■ EXERCISE ■
Print every record exactly, with nothing added or left out.

[Data items]
Content starts
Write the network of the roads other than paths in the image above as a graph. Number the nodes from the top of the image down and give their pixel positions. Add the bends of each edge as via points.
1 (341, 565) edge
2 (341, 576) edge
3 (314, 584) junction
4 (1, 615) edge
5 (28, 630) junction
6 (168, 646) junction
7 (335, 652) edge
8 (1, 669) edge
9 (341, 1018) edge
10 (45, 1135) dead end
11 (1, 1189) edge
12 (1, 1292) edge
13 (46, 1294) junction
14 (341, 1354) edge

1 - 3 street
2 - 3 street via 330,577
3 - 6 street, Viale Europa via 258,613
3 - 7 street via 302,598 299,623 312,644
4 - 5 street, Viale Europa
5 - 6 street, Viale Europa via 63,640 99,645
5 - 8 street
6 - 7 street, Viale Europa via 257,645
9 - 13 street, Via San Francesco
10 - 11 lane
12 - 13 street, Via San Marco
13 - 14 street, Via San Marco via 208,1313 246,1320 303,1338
Content ends
■ PROBLEM SOLUTION ■
Write the network of the roads other than paths in the image above as a graph. Number the nodes from the top of the image down and give their pixel positions. Add the bends of each edge as via points.
1 (341, 565) edge
2 (341, 576) edge
3 (314, 584) junction
4 (1, 615) edge
5 (28, 630) junction
6 (168, 646) junction
7 (335, 652) edge
8 (1, 669) edge
9 (341, 1018) edge
10 (45, 1135) dead end
11 (1, 1189) edge
12 (1, 1292) edge
13 (46, 1294) junction
14 (341, 1354) edge

1 - 3 street
2 - 3 street via 330,577
3 - 6 street, Viale Europa via 258,613
3 - 7 street via 302,598 299,623 312,644
4 - 5 street, Viale Europa
5 - 6 street, Viale Europa via 63,640 99,645
5 - 8 street
6 - 7 street, Viale Europa via 257,645
9 - 13 street, Via San Francesco
10 - 11 lane
12 - 13 street, Via San Marco
13 - 14 street, Via San Marco via 208,1313 246,1320 303,1338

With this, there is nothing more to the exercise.